And a theme or two. And an opportunity for Great Evil!

It was an accident, I swear. One of those hippie-dippie things I do that everybody thinks are out of character (so blame the author, I say) worked out better than I expected it to.

As foster-kid Paul puts it, what had happened was: I got slightly stuck & didn’t want to keep writing. The short version here is that I’d screwed something up and was going in the wrong direction somehow. Only, just like every other time this has happened, I convinced myself all I needed was to figure out what to do next. And not even big-picture stuff…just write the next line, and it’ll inspire another, and so on. Sort of like (road-trip analogy alert!) driving at night. Your headlights don’t illuminate a huge area, but if you just keep going you can cross a continent that way.

So, in the absence of the small-scale good sense I should have internalized by now & actually needed to deal with this specific problem (in other words I needed to back up & figure out where I’d gone wrong, delete as needed, and proceed), I decided to try listening to some “affirmations” Lawrence Block—from whom I also stole that headlights/continent analogy, by the way, which is a hell of a thing to admit—once recorded for his “Write for your Life” seminars. Which I didn’t attend.

Now…I don’t know that these would work for everybody. It probably helps a lot that I love his fiction, so I’m willing to listen to what he says about the creation thereof. And it probably helps that he’s said an awful lot on the topic, in many columns (which I’ve never read) and collected into a few books (which I’ve multiply devoured). Plus, I met him once at a book signing in San Antonio, and he’s sort of an icon to me. So…I listen to him, literally, when I play the mp3 files.

Of course there was a detour—I didn’t have the files handy. They’re probably on an external drive back in our apartment, or maybe on a hard drive in our cabin, but at any rate they weren’t with me. So I spent $10 to buy them again during lunch the day before yesterday. But I didn’t get them until yesterday, because sometimes internet transactions are dumber than they need to be.

Meanwhile I realized my actual problem was that I’d described something I should have shown. IOW I needed a scene with action & characters instead of more-boring exposition. It was only a couple of paragraphs at fault, and at some point I’ll be smart enough to know immediately what’s going on when my fingers refuse to move, but obviously that ain’t yet. So I fixed it and soldiered on.

But then…yesterday at lunch I got the affirmations on my laptop. And I listened to them [NUMBER REDACTED] times, back at the RV. And I thought of a better way to handle that scene. And I realized I could ignore the tentative plan I’d been forming and instead keep the rest of the book consistent with a factoid I’d “accidentally” dropped in, in the first few sentences of the novel.

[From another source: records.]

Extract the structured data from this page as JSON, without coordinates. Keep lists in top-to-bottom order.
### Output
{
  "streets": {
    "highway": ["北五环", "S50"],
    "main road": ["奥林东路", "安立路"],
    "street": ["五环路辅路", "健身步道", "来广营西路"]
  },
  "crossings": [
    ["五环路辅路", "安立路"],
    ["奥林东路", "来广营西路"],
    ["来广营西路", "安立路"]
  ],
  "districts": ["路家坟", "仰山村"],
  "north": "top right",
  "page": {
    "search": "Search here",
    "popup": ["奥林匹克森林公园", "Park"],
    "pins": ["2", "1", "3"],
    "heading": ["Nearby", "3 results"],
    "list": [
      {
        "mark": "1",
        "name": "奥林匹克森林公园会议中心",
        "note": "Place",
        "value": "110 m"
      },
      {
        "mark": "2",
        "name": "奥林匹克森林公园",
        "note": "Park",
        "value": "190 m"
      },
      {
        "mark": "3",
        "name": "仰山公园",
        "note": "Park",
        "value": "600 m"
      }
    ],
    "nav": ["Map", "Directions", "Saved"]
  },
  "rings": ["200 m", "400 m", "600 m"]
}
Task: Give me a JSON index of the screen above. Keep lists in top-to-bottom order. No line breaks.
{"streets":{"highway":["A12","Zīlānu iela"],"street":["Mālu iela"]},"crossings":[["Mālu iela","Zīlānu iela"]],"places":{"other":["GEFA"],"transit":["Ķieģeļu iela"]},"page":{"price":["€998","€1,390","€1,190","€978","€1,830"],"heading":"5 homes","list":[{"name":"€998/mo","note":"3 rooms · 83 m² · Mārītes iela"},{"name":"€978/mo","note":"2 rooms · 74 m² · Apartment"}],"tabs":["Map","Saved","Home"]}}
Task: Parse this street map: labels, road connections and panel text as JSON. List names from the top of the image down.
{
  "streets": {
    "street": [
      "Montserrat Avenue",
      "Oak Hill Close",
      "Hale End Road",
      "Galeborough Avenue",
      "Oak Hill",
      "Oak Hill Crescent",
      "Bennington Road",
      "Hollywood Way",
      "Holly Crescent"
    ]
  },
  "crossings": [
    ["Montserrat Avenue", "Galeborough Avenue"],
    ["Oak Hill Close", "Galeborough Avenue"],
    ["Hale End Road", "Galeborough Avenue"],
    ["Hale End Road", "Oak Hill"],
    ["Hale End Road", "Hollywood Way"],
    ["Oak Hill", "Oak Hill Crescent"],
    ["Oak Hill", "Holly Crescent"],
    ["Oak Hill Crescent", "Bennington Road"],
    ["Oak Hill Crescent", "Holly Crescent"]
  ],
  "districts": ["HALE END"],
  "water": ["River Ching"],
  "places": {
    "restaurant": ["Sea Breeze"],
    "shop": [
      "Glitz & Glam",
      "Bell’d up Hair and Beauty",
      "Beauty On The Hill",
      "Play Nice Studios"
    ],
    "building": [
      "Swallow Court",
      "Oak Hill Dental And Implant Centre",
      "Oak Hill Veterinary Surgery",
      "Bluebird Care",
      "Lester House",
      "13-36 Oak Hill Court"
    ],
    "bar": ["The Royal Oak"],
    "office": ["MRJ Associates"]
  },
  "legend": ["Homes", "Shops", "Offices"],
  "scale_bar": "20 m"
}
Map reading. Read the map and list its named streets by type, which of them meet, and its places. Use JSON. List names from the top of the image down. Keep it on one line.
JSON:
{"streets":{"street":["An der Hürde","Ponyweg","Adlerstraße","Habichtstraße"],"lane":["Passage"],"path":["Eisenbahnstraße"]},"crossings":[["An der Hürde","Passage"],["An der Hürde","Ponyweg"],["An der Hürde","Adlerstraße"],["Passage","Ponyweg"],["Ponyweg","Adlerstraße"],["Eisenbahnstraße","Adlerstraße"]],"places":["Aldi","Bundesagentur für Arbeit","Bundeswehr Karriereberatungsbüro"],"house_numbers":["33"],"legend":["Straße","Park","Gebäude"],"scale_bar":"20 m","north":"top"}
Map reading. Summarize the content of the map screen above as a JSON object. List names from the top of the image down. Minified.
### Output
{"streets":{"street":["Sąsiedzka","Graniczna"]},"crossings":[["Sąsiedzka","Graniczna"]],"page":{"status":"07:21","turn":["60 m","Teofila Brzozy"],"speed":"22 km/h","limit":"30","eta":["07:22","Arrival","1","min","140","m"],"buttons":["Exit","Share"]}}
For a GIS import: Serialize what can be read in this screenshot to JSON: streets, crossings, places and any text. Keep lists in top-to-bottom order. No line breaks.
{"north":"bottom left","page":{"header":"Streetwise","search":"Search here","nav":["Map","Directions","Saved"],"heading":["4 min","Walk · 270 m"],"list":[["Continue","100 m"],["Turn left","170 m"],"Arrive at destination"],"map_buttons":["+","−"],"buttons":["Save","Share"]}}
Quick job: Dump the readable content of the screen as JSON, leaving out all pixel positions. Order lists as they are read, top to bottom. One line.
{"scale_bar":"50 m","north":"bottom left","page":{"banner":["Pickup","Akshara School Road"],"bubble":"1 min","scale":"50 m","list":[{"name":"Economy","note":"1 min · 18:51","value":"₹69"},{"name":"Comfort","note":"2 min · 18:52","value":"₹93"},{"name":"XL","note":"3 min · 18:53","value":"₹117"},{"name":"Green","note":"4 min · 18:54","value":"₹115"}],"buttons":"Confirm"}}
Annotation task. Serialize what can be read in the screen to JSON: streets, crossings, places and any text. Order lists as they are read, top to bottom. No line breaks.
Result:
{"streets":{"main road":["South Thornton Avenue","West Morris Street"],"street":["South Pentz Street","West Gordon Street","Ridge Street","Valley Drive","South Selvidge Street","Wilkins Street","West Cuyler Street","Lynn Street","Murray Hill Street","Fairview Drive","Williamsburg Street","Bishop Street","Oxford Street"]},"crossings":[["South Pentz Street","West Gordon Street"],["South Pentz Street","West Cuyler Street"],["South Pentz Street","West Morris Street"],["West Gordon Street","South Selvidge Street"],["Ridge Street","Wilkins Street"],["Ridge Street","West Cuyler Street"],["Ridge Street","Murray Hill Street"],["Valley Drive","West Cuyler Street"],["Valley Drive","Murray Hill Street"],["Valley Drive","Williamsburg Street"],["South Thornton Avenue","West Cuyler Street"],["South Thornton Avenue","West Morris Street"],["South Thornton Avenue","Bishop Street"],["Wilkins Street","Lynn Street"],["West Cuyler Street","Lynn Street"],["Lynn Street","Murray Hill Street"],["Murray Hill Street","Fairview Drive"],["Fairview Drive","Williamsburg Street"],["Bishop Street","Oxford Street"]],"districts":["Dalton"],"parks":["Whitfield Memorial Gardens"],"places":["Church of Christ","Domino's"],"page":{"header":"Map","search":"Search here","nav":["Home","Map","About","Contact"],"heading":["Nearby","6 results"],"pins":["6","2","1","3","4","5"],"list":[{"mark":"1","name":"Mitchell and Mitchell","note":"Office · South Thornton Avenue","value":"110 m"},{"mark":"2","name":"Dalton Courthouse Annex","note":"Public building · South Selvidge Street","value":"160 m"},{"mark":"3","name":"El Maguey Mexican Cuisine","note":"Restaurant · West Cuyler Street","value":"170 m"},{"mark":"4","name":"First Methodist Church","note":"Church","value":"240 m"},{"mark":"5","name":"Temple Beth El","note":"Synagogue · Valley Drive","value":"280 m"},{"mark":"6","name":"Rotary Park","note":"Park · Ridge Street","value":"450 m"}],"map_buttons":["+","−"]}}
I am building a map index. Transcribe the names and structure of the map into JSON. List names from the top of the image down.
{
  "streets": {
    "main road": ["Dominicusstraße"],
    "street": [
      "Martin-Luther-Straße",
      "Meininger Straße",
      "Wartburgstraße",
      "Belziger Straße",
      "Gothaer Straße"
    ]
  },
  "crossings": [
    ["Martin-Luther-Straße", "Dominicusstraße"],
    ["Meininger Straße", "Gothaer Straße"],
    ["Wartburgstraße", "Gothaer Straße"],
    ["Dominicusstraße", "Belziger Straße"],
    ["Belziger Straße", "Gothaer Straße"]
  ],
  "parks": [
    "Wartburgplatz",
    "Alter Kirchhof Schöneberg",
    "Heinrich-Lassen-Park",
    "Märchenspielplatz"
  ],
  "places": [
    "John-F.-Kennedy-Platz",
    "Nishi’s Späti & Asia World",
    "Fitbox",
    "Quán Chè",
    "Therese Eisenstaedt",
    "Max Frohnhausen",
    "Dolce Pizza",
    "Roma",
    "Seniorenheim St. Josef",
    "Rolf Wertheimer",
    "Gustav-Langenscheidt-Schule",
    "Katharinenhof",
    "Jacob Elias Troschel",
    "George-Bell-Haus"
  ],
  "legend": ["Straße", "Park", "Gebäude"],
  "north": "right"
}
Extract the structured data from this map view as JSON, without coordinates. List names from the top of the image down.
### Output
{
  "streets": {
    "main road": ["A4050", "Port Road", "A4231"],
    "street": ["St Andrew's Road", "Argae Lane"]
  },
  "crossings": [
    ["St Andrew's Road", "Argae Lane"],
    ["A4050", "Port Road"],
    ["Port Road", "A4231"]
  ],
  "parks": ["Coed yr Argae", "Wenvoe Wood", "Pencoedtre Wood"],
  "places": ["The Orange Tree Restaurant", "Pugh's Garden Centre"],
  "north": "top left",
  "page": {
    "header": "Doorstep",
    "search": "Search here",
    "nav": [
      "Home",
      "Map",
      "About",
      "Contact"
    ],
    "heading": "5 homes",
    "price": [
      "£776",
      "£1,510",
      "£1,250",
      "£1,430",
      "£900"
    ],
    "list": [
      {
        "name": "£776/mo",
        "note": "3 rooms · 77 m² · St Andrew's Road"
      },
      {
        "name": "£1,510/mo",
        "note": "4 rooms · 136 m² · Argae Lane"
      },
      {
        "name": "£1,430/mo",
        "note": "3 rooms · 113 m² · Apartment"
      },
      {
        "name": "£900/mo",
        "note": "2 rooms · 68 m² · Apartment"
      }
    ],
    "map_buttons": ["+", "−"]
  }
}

And…I could set the book (in my mind) in a town I’ve lived in, a town against which I had a grudge, a town that once nearly frustrated me into running for office.

And I could fucking blow that town away. In fiction. And probably with a few names changed, serial numbers filed off, and whatever. In a later draft. For me, right now, this book is right where it needs to be.

So…I acquired a Master Plan. Which may change, of course.

Did I burn incense whilst listening to the affirmations? Or at least light a few candles? Were there an unusual number or severity of animal or human sacrifices? At which point(s) were I or other participants, if any, nekkid and howling at the moon with our bloody teeth pointed somewhat south of west? Was that a dust storm here in the East? Or mere grave-dirt, greenly unpiled upon a breeze?

Not all will be revealed herein, of course. There are (un)holy covenants involved, and also if I told you exactly what to do you’d just write your own books instead of reading mine.

But rest assured: I now have a vague notion of what I may or may not be doing. And it’s all thanks to Larry Block. Blame him, if you must have a scapegoat. Blame him.

Meanwhile I need to clean up a bit.

Be safe out there.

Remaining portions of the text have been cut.